In Afrika, meer specifiek; in Gambia, nog specifieker; in Arnest z’n familie wordt er nog veel aan afgodendienst gedaan. Mensen die zich christen of moslim noemen houden er in hun familie vaak ook een afgod op na. In Arnest z’n familie zijn de afgoden (het zijn er meerdere) een hoopje stenen, wat hout en wat botten van eerder geofferde dieren. Iedereen kan op elk gewild moment naar zo’n afgod om wat te offeren (alcohol of een dier) maar één keer in de paar jaar wordt er een grote familiebijeenkomst georganiseerd naar één speciale afgod. Tijdens zo’n ritueel, dat een paar dagen duurt, wordt er veel gegeten en gedronken én.. gaat er altijd één persoon minder mee naar huis. U begrijpt het misschien al.. er wordt een mens geofferd. Te afschuwelijk voor woorden. Ik dacht dat dit alleen ‘vroeger’ in Afrika gebeurde maar het gebeurt dus nog steeds. Er wordt trouwens niet openlijk gezegd dat er iemand geofferd wordt, want daarmee zou je de afgod boos maken en zou je gedood worden (waarvan meerdere voorbeelden zijn in de familie). Bij de laatste familiebijeenkomst waarin gezegd werd dat het weer tijd werd om naar de betreffende afgod te gaan, heeft Arnest echter heel duidelijk iedereen gewaarschuwd om er niet heen te gaan. Ook heeft hij bij naam genoemd dat ‘iedereen heel goed weet dat daar altijd iemand geofferd wordt’. De familie reageerde erg geschokt en verbaast dat hij dat durfde te zeggen, want het zou zijn dood betekenen. Als je het ‘geheim’ van de afgod openlijk benoemt zal de afgod je doden. Ze houden er echter geen rekening mee dat satan geen macht heeft over iemand die in Christus geborgen is. Arnest heeft één nichtje, waar hij vroeger jaren voor gezorgd heeft en zich christen noemt, nog specifiek gewaarschuwd om niet te gaan. Zij wuifde zijn waarschuwing weg en is toch gegaan. Maar laat het nu zo zijn dat uitgerekend haar eigen broer bij terugkomst ‘vermist’ werd.
Samen met een paar collega-evangelisten en –dominees en tevens familieleden gaat Arnest eens in de zoveel tijd een paar dagen evangeliseren in het dorp waar de afgoden van de familie staan. Arnest werd deze keer echter heel erg gewaarschuwd door zijn familie en als het kon hadden ze hem tegengehouden want volgens hen zou hij zeker dood neervallen op het moment dat hij een stap aan land zou zetten (het dorp is op een eiland).
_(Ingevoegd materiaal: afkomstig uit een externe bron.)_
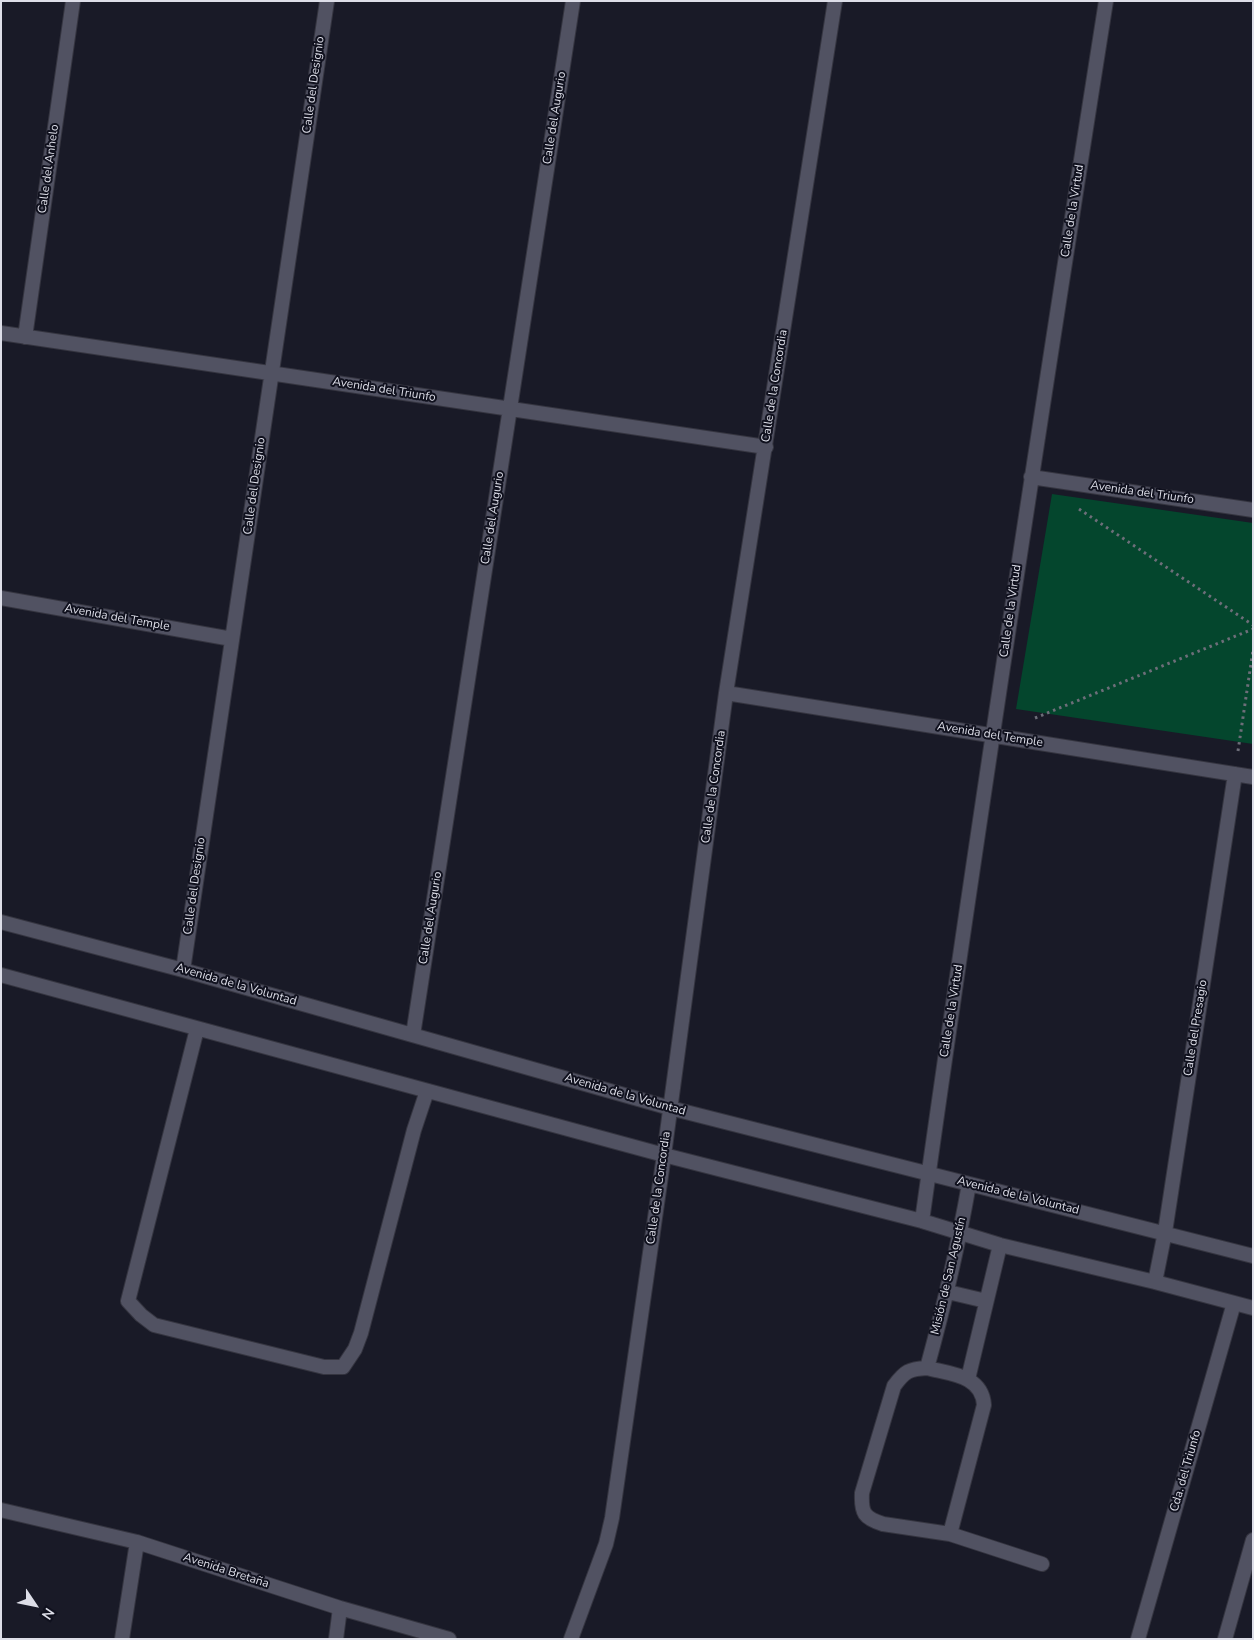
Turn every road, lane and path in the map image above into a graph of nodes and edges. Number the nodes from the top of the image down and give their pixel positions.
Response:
1 (73, 1) edge
2 (327, 1) edge
3 (572, 1) edge
4 (835, 1) edge
5 (1106, 1) edge
6 (1, 333) edge
7 (25, 337) junction
8 (272, 373) junction
9 (510, 409) junction
10 (766, 447) junction
11 (1031, 477) junction
12 (1072, 504) dead end
13 (1253, 510) edge
14 (1, 598) edge
15 (1253, 627) edge
16 (232, 639) junction
17 (1253, 650) edge
18 (726, 693) junction
19 (1029, 721) dead end
20 (993, 736) junction
21 (1234, 774) junction
22 (1253, 777) edge
23 (1, 922) edge
24 (183, 970) junction
25 (1, 975) edge
26 (196, 1029) junction
27 (414, 1035) junction
28 (427, 1091) junction
29 (670, 1108) junction
30 (664, 1155) junction
31 (928, 1173) junction
32 (969, 1184) junction
33 (922, 1221) junction
34 (961, 1232) junction
35 (1165, 1232) junction
36 (1000, 1245) junction
37 (1253, 1256) edge
38 (1155, 1282) junction
39 (948, 1292) junction
40 (986, 1301) junction
41 (1234, 1303) junction
42 (1253, 1308) edge
43 (927, 1368) junction
44 (968, 1379) junction
45 (1, 1510) edge
46 (950, 1534) junction
47 (1253, 1540) edge
48 (138, 1542) junction
49 (1042, 1564) dead end
50 (340, 1608) junction
51 (122, 1639) edge
52 (336, 1639) edge
53 (449, 1639) edge
54 (571, 1639) edge
55 (1138, 1639) edge
56 (1225, 1639) edge

1 - 7 street, Calle del Anhelo
2 - 8 street, Calle del Designio
3 - 9 street, Calle del Augurio
4 - 10 street, Calle de la Concordia
5 - 11 street, Calle de la Virtud
6 - 7 street, Avenida del Triunfo
7 - 8 street, Avenida del Triunfo
8 - 9 street, Avenida del Triunfo
8 - 16 street, Calle del Designio
9 - 10 street, Avenida del Triunfo
9 - 27 street, Calle del Augurio
10 - 18 street, Calle de la Concordia
11 - 13 street, Avenida del Triunfo
11 - 20 street, Calle de la Virtud
12 - 15 path
14 - 16 street, Avenida del Temple
15 - 19 path
16 - 24 street, Calle del Designio
17 - 21 path
18 - 20 street, Avenida del Temple
18 - 29 street, Calle de la Concordia
20 - 21 street, Avenida del Temple
20 - 31 street, Calle de la Virtud
21 - 22 street, Avenida del Temple
21 - 35 street, Calle del Presagio
23 - 24 street, Avenida de la Voluntad
24 - 27 street, Avenida de la Voluntad
25 - 26 street
26 - 28 street
26 - 28 street
27 - 29 street, Avenida de la Voluntad
28 - 30 street
29 - 30 street, Calle de la Concordia
29 - 31 street, Avenida de la Voluntad
30 - 33 street
30 - 54 street, Calle de la Concordia
31 - 32 street, Avenida de la Voluntad
31 - 33 street, Calle de la Virtud
32 - 34 street, Misión de San Agustín
32 - 35 street, Avenida de la Voluntad
33 - 34 street
34 - 36 street
34 - 39 street, Misión de San Agustín
35 - 37 street, Avenida de la Voluntad
35 - 38 street, Calle del Presagio
36 - 38 street
36 - 40 street
38 - 41 street
39 - 40 street
39 - 43 street, Misión de San Agustín
40 - 44 street
41 - 42 street
41 - 55 street, Cda. del Triunfo
43 - 44 street
43 - 46 street
44 - 46 street
45 - 48 street, Avenida Bretaña
46 - 49 street
47 - 56 street
48 - 50 street, Avenida Bretaña
48 - 51 street
50 - 52 street
50 - 53 street, Avenida Bretaña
Op de dag van vertrek werd hij zelfs nog gebeld door een paar familieleden die hem wilden waarschuwen. Arnest lachte hun zorgen weg en vertelde hen dat hem niets zou overkomen. En dat was ook zo, samen met zijn broeders kon hij vrijelijk evangeliseren. De dorpelingen stonden open voor het Evangelie en er werden meerdere bijeenkomsten georganiseerd waarbij veel mensen het Goede Nieuws hoorden. De volgende ochtend kwam er een man in het huis waar de evangelisten verbleven, viel neer en overleed ter plaatse. Wat bleek; deze man, een oom van Arnest, is de priester van de afgod (zoals een dominee in de kerk), hij had zojuist geofferd aan de afgod en kwam op de terugweg langs het logeeradres van de evangelisten. Uiteraard hadden Arnest en zijn collega’s hier niet voor gebeden maar God liet op deze manier heel duidelijk Zijn majesteit zien. Niet Arnest overleed ter plaatse, zoals de familie had voorspeld, maar de man die de afgod het meeste diende, de priester van de afgod, overleed vlak na het offeren, in de aanwezigheid van Arnest. Een bijzonder indrukwekkende getuigenis naar de dorpelingen, familieleden en iedereen die erover gehoord had. Het heeft op meerdere mensen een blijvende indruk achtergelaten, we bidden; ook een indruk met eeuwigheidswaarde. De broeders moesten trouwens wel snel het eiland weer verlaten want door sommigen werden ze gezien als de moordenaars van deze priester.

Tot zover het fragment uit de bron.